[Data extract — start]

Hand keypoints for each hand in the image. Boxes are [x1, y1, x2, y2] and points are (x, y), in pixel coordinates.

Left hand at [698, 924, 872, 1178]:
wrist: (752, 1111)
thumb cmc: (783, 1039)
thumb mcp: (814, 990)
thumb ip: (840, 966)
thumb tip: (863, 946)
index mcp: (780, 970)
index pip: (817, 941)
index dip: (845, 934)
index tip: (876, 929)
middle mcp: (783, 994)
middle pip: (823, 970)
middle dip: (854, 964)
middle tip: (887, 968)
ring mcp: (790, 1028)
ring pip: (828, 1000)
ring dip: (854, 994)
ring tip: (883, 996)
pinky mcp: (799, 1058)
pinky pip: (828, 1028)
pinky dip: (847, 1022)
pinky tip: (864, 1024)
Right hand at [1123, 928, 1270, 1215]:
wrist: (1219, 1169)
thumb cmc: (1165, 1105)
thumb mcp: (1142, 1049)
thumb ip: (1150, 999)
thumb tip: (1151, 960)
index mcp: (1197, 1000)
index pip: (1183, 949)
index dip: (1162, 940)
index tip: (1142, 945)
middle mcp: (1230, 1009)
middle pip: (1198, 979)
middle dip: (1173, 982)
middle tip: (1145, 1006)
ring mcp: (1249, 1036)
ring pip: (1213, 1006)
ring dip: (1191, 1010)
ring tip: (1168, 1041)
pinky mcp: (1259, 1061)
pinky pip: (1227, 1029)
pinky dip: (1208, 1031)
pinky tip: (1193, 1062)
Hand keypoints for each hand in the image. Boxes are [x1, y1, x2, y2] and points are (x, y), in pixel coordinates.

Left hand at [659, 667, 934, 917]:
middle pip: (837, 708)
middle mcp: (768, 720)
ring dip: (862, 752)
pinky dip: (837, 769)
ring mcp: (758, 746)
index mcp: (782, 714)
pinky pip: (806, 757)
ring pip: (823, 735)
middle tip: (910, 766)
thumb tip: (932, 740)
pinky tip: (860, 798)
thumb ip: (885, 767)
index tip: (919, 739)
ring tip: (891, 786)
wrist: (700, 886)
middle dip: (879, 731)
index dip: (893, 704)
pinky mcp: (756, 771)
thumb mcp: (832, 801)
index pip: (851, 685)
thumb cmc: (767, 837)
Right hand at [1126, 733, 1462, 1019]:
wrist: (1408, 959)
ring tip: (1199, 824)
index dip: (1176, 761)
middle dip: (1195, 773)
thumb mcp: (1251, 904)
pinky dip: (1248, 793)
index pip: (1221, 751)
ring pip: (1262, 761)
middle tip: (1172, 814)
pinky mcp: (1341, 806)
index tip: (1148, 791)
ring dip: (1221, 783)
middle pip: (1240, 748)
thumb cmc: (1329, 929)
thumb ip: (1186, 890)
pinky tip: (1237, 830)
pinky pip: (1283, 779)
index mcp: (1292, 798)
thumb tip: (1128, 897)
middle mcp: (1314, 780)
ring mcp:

[Data extract — finish]

> How to complete this task
Only one stretch of the records above is wanted: the lines between the one holding "ring dip: (862, 752)" and the one holding "middle dip: (879, 731)", inclusive, reproduced exactly.

> Result below
ring dip: (862, 752)
pinky dip: (837, 769)
ring mcp: (758, 746)
index mcp: (782, 714)
pinky pip: (806, 757)
ring pip: (823, 735)
middle tip: (910, 766)
thumb tip: (932, 740)
pinky tip: (860, 798)
thumb ip: (885, 767)
index tip: (919, 739)
ring tip: (891, 786)
wrist: (700, 886)
middle dip: (879, 731)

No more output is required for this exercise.